Scan the most recent (2022) of Sight and Sound magazine’s polls of the greatest films of all time (critics are polled every ten years) and you’ll see films you know intimately (Singin’ in the Rain or Vertigo, maybe), films you might have seen once or twice (The Searchers, Playtime) and films by directors you’ve heard of but maybe aren’t over-familiar with (Ozu, Murnau, Varda, Renoir, Denis).

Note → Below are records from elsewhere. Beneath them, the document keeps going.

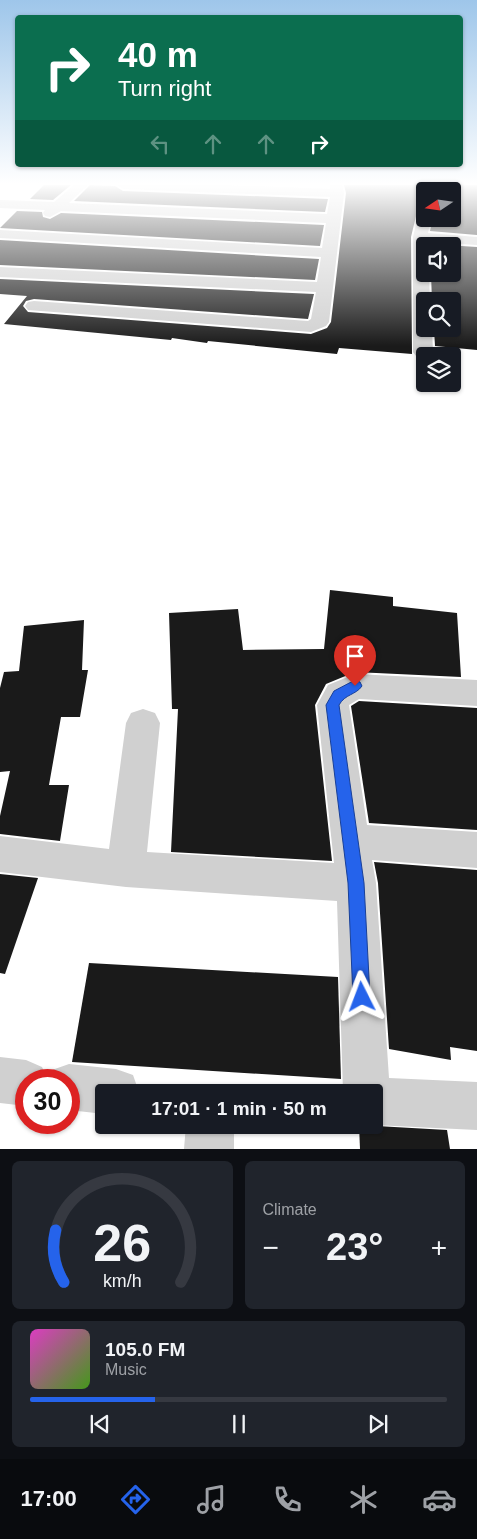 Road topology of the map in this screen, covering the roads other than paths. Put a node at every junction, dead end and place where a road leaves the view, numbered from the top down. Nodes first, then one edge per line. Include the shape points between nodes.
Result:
1 (70, 239) edge
2 (331, 239) edge
3 (461, 240) edge
4 (477, 241) edge
5 (329, 253) junction
6 (0, 272) edge
7 (421, 282) edge
8 (325, 287) junction
9 (34, 306) dead end
10 (423, 347) edge
11 (477, 693) edge
12 (143, 723) dead end
13 (352, 841) junction
14 (477, 850) edge
15 (0, 854) edge
16 (126, 868) junction
17 (356, 883) junction
18 (0, 1080) edge
19 (15, 1082) edge
20 (366, 1084) edge
21 (80, 1088) edge
22 (95, 1090) edge
23 (383, 1101) edge
24 (477, 1106) edge
25 (210, 1134) edge
26 (209, 1149) edge

1 - 5 street
2 - 5 street
3 - 4 street
5 - 8 street
6 - 8 street
7 - 10 street
8 - 9 street via 320,322 311,327
11 - 13 street via 355,686 339,694 332,705
12 - 16 street
13 - 14 street
13 - 17 street
15 - 16 street
16 - 17 street
17 - 20 street
18 - 19 street
21 - 22 street
23 - 24 street
25 - 26 street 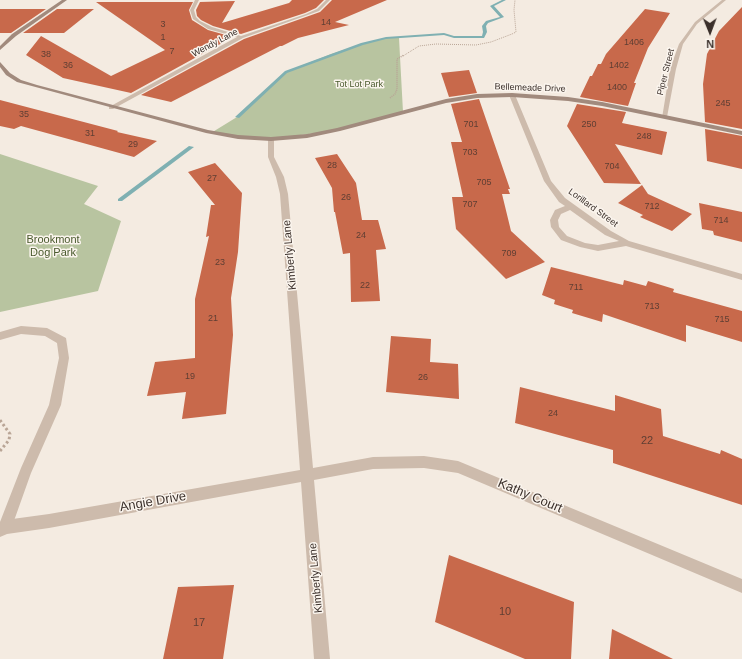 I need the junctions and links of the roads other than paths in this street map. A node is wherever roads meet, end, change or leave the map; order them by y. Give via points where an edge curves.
1 (65, 0) edge
2 (197, 0) edge
3 (328, 0) edge
4 (724, 0) edge
5 (241, 37) junction
6 (0, 49) edge
7 (0, 64) edge
8 (512, 95) junction
9 (112, 108) junction
10 (664, 117) junction
11 (742, 133) edge
12 (271, 139) junction
13 (571, 206) junction
14 (626, 244) junction
15 (742, 277) edge
16 (0, 336) edge
17 (307, 476) junction
18 (2, 528) edge
19 (742, 586) edge
20 (322, 659) edge

1 - 6 street via 14,34
2 - 5 street via 192,10 194,18 210,28
3 - 5 street, Wendy Lane via 318,10 307,15
4 - 10 street, Piper Street via 696,23 681,44 673,69
5 - 9 street, Wendy Lane
7 - 9 street via 8,74 19,81
8 - 10 street, Bellemeade Drive via 568,99
8 - 12 street, Bellemeade Drive via 477,96 454,100 338,130
8 - 13 street, Lorillard Street via 548,181 562,200
9 - 12 street via 208,132
10 - 11 street, Bellemeade Drive
12 - 17 street, Kimberly Lane via 271,157 280,176 284,194
13 - 14 street, Lorillard Street
13 - 14 street via 558,212 554,220 555,227 564,238 598,248
14 - 15 street, Lorillard Street
16 - 18 street via 21,330 46,332 62,341 64,358 55,405
17 - 18 street, Angie Drive
17 - 19 street, Kathy Court via 373,463 424,462 458,467
17 - 20 street, Kimberly Lane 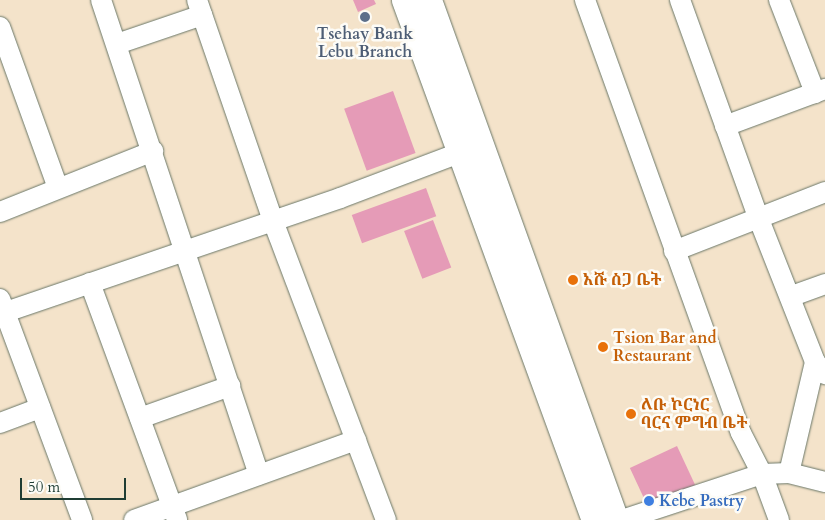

And then, in the number 16 slot there’s Meshes of the Afternoon. Chances are you’ve not heard of it, or of its makers, Maya Deren and Alexandr Hackenschmied. But there it is. It stands out for other reasons too. It was made in 1943 and is silent – entirely silent, no musical accompaniment. And it’s only 14 minutes long, the shortest film of the 250-strong list, two minutes shorter than the next shortest, Luis Buñuel and Salvador Dali’s Un Chien Andalou, which was made in 1929 and is a clear influence on Meshes of the Afternoon, despite Deren’s regular protests that it wasn’t.
So it’s an outlier in several senses even before a single frame has been glimpsed. And what a strange and almost mystical beast it is, a largely experimental and often innovative, if obviously crude carnival of images which nevertheless tells a straightforward story, of a woman (Deren herself, a shock of wild hair setting off her strong attractive features) drifting through what seems like a semi-dreamlike existence, who falls asleep and enters a properly dreamlike dreamworld, where a mysterious cloaked man with a mirror for a face is always disappearing off into the distance, and our heroine, this woman, keeps running into copies of her sleeping self. She is perhaps being threatened by the man, or even by herself.
The effects are simple – a split screen here, a camera rocked side to side there – but they are all designed to dissolve the distinction between the subjective and objective. When a hand reaches for a fallen flower, it’s the shadow of the hand that appears to have agency rather then the hand itself. When the camera rocks, the woman is also thrown to one side. Time is also played about with. It’s compressed massively in jump cuts, like the ones of a foot walking – one step it’s on tarmac, the next on sand, the next grass, and so on (I might have got the order wrong there, but you follow my drift).
It’s a dense collection of stylish looks and trick shots, which exerted an influence on the likes of Kenneth Anger and Jean-Luc Godard. It has been and still is something of a playbook for directors trying to achieve a surreal or ethereal effect. The work of Jan Svankmajer (1988’s Alice, for instance) is obviously influenced, and so is David Lynch, particularly in his washier, more ambient films like Inland Empire. Less obviously, maybe, you can see influences in Dick Lester’s work – the Beatles’ A Hard Day’s Night, for instance.
The man constantly disappearing out of shot – the character we can’t catch in our dreams – is co-creator Hackenscmied, a title board at the beginning (“A film by Maya Deren and A. Hackenschmied. California 1943”) says as much, though it’s moot how much Hackenschmied contributed. For a while he insisted it was mostly his work, before relenting and admitting it was mostly hers. The couple split up in 1947, possibly as a result of the adulation she was getting, and he went on to a varied and successful career, winning an Oscar for his documentary short To Be Alive! in 1964 and co-creating, with Francis Thompson, the first IMAX format film, To Fly! (1976). He obviously liked his screamers!!!!
Deren, a bohemian of the old school whose social circle included Marcel Duchamp, John Cage and Anaïs Nin, met a Japanese teenager, Teiji Ito and started a relationship with him – him about 15, her around 34. The two of them eventually married and collaborated on a number of films. If you find a copy of Meshes of the Afternoon with a soundtrack, it’ll be by him.